A Father's Love

 •  5 min. read  •  grade level: 6
 
SOME years ago, when visiting a large workhouse, I found a young man, who had been brought into the infirmary, in the last stage of illness. His countenance and manner indicated that he had once moved in good society, and despite his, utterly miserable appearance I saw that he was a gentleman.
Partly from my experience in sick wards, and partly from a strong impression laid upon my mind, I felt assured that he could not live more than a few weeks at the most. He was much dejected, and suffering intensely both in mind and body; my soul was filled with deep compassion for him, and also with earnest longings and prayer for his salvation.
It was my clear duty before God to tell the poor prodigal—for this I felt sure he was—that I was convinced he would never recover. So I told him I felt certain the longest time he could linger would be six or seven weeks, and having said this, I asked him plainly as to the state of his soul in the sight of God.
“What!" said he, "do you really think I shall not recover?
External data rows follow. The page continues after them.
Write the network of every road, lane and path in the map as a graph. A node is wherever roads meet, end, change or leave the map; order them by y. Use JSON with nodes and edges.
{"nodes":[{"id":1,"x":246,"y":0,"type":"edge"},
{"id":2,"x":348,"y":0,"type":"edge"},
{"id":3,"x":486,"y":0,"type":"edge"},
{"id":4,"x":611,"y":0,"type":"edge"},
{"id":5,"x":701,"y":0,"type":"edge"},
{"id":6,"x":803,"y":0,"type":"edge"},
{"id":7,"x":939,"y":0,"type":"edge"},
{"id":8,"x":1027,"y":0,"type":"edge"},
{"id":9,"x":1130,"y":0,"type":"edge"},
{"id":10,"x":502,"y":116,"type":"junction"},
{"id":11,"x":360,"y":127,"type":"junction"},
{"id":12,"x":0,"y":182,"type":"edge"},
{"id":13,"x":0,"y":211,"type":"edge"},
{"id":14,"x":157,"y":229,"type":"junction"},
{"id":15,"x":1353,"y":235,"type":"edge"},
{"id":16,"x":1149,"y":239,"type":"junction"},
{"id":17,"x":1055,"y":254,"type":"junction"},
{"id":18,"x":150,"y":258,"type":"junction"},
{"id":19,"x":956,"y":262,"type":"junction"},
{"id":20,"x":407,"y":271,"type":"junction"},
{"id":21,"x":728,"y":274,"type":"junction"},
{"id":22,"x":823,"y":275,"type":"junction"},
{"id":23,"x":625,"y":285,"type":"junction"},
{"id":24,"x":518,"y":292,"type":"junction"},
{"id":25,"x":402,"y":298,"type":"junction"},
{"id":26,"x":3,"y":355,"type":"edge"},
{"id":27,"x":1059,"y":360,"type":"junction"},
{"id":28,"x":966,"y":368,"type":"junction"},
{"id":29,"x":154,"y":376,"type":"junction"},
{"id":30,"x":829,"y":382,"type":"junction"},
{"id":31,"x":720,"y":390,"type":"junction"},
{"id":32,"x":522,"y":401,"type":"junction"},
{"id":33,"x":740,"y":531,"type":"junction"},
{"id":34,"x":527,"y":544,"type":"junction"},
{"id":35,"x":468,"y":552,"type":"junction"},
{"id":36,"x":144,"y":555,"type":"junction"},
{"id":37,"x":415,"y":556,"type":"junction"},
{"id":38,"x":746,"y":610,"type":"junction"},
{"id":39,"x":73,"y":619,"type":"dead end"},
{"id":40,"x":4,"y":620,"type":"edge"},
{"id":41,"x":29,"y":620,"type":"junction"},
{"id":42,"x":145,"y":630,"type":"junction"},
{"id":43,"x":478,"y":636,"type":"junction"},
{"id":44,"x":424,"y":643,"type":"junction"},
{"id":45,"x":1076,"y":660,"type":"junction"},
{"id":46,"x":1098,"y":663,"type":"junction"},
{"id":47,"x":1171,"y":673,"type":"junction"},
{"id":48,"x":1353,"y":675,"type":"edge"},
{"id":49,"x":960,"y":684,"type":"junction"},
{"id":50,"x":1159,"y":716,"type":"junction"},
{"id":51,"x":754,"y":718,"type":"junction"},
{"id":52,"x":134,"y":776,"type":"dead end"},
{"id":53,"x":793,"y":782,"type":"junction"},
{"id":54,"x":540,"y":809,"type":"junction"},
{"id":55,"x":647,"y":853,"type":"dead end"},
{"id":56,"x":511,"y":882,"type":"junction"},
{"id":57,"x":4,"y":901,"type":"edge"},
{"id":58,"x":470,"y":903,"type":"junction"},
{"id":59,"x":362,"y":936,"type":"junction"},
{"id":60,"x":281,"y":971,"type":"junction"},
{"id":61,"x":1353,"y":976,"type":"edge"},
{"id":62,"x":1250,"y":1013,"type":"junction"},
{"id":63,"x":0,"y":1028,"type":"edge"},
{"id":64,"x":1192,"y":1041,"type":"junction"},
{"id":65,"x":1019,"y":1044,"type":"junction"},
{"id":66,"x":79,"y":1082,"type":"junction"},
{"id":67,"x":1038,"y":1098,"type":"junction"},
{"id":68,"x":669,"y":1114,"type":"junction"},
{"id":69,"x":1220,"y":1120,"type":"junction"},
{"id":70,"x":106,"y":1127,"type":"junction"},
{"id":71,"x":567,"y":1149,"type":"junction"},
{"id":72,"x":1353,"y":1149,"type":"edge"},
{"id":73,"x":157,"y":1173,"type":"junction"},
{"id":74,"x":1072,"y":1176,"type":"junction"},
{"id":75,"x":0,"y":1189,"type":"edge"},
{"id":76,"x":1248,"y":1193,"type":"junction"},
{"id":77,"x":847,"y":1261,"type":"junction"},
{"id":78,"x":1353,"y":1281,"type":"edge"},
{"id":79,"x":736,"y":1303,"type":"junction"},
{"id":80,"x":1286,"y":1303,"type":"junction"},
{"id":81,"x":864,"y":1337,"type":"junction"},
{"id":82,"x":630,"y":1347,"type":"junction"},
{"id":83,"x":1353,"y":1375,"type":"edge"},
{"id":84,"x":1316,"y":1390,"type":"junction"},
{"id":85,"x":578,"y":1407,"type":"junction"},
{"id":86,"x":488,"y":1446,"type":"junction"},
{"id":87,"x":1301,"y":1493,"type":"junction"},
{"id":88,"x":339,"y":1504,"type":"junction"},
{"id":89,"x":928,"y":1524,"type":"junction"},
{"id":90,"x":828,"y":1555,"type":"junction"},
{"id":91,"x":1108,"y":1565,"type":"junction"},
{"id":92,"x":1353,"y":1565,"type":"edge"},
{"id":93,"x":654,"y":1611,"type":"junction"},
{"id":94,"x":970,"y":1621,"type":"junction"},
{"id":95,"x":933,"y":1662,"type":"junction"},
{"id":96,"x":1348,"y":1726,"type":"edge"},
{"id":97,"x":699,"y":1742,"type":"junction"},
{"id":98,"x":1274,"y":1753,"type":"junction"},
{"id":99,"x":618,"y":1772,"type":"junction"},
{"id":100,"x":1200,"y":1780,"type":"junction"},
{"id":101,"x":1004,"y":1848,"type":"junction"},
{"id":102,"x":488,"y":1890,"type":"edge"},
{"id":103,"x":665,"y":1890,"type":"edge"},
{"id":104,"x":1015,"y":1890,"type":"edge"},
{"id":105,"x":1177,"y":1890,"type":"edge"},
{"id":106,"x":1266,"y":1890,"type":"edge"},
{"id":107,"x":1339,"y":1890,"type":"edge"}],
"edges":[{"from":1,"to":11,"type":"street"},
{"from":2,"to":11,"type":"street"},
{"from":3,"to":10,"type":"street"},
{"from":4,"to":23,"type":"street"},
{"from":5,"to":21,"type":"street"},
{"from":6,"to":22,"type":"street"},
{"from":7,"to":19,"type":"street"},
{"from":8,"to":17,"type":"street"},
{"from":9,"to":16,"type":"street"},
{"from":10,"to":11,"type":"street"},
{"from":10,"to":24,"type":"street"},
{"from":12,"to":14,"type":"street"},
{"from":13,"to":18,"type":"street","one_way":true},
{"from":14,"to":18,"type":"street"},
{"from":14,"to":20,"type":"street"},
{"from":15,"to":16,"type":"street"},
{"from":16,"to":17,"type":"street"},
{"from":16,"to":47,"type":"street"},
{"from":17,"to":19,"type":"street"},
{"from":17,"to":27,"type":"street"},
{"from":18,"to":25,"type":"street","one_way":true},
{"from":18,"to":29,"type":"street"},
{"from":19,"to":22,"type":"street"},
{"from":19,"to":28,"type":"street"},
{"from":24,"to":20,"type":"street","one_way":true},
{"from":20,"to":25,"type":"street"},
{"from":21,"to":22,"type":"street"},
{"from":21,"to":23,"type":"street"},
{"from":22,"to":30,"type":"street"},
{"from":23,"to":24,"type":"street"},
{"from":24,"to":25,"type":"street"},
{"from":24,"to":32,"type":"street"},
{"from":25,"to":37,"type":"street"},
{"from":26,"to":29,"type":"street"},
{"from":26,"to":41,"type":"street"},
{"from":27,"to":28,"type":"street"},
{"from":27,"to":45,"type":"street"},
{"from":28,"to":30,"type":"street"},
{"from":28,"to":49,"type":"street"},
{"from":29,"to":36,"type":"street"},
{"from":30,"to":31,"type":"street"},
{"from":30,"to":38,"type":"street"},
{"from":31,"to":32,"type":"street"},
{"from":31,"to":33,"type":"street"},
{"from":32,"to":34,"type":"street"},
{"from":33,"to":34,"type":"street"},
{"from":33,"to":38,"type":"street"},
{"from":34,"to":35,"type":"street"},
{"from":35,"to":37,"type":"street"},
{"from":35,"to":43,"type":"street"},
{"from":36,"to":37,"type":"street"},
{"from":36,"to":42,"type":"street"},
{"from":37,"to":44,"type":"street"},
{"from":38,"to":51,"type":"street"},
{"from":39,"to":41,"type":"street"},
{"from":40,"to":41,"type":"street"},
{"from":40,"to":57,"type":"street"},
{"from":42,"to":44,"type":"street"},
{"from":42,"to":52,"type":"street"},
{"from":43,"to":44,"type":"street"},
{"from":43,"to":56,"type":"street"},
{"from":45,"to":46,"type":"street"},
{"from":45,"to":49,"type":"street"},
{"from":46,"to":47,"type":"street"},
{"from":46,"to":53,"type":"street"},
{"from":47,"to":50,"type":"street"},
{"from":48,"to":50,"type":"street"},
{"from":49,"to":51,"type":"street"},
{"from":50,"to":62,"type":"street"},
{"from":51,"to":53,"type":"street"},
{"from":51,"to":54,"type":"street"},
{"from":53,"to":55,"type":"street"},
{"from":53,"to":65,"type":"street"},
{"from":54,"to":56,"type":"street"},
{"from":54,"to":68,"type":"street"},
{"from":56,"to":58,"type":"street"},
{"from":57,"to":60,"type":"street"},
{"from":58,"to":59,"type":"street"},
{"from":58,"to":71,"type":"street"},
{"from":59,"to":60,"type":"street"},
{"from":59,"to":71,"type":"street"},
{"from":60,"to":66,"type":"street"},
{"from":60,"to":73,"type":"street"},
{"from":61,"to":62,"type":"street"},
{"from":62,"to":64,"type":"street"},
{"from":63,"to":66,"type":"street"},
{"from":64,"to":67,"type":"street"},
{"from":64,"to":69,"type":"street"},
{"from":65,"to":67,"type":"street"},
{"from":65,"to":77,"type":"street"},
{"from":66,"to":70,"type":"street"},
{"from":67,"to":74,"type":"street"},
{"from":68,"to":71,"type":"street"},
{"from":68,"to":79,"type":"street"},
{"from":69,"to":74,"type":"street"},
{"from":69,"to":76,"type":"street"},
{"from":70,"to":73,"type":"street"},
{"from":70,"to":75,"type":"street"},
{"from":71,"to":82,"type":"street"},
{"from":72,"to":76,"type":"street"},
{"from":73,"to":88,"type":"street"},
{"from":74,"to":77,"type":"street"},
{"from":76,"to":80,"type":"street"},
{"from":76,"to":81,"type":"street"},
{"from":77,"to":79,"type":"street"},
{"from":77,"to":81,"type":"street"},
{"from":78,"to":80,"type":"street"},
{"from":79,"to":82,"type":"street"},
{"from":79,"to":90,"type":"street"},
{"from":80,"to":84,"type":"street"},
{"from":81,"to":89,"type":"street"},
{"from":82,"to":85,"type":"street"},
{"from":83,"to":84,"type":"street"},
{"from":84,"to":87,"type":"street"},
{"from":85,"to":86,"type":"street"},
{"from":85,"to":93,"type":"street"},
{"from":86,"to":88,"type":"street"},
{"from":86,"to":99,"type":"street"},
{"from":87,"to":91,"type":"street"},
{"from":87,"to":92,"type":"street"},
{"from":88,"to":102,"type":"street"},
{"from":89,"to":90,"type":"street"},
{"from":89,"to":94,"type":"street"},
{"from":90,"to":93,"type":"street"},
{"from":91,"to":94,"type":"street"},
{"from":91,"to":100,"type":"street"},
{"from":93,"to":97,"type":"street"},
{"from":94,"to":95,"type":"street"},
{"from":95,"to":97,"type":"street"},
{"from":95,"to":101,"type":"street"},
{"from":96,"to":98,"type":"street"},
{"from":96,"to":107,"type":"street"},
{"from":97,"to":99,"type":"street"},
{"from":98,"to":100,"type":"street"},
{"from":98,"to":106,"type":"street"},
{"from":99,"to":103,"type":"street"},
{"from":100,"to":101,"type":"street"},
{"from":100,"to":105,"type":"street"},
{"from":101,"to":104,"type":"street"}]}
Can I only live six weeks longer?”
“Yes; I feel assured," I replied, "that will be the longest time that you can remain on earth.”
He became very thoughtful, and then told me with tears, and in the deepest anguish, of the wicked life he had led. Once he had been rich, but had squandered away some thirty thousand pounds. The awful sin of having been the unintentional cause of the death of his poor wife and his children—who had died one by one from neglect and starvation—filled his soul day and night with unutterable remorse.
As he lay in the infirmary of the workhouse, I beheld a prodigal in the truest meaning of the word—a ruined life indeed—dying, and feeling the misery of his position, and also, thank God! the burden of his sins.
I told him of God and of His pardoning love, but the poor young man had no hope in his soul. He continually said he was too wicked to be saved; the awful life he had led could never be forgiven.
One day, after I had read to him the fifteenth chapter of St. Luke's gospel, and while I was pleading with him, he said, "I do not believe such an one as I can ever be saved. Do you think it possible that I could be forgiven?”
That is not the question at all," I answered;" the question is not whether you can be saved or not, for God's word answers Mat, but, do you know that you are lost?”
“Oh! lost, lost indeed! if any man was ever lost, I am," he answered, and indeed he was. Lost in every sense—lost to the world, lost to his friends, lost through his sins, lost, not knowing how to come to God, and, on the very border of eternity, about to be lost in hell forever!
“Well, if you are really lost and know it," said I," let us pray. I will plead with my Father for you. I can do nothing—you can do nothing; but I will tell my Father all about it.”
So I knelt beside his bed. "Give me your hand," said I. He stretched out his poor thin hand, and I took it in both of mine, and pleaded, with cries and tears, with my Father in heaven for the poor prodigal.
After some little time spent in travail for his soul, the dying man cried out, "I see it now; my sins, which were many, are all forgiven, all forgiven! Oh, that I could have known this before!" God had spoken to his soul; through the Holy Spirit the young man had received Christ in his heart: he was saved!
“Have you no friends?" I asked him, after a while.
He said he had, but that none of them knew where he was, nor had they heard of him for years. "My father," said he, "still lives; will you write to him?”
I gladly telegraphed for the young man's father, and he quickly came to see his prodigal son. Often and often had I read that fifteenth chapter of St. Luke's gospel before, and had loved it well for years; but that day that chapter told me more of the love of God the Father to a poor sinner than I had ever known before. The dear old parent embraced his son, and wept upon his neck, kissing him. He had found his son in this world; his eyes beheld his child, his poor son—saved, and ready for heaven and home. The son put his dying arms about his father's neck and kissed him, and they both wept tears of mingled joy and sorrow. Indeed, the dear father embraced me, too, thanking me for having spoken to his poor son, of God and of His Son, Jesus Christ our Lord.
With tears of joy rolling down his cheeks, that beloved Christian parent lifted up his eyes to heaven and said, "Lord, now lettest Thou Thy servant depart in peace." His prayers of many years were answered.
There were other relations for whom the father intended to send, that they, too, might see the young man, but that very evening I felt a conviction that the time had now come, and that the son, who had been lost but was found, would not live to see them; so I told this to the young man's father.
“Is this really to be so?" said he.
I assured him I believed his son would be called home very shortly; and so it was, for before the next morning the prodigal had been taken home. C.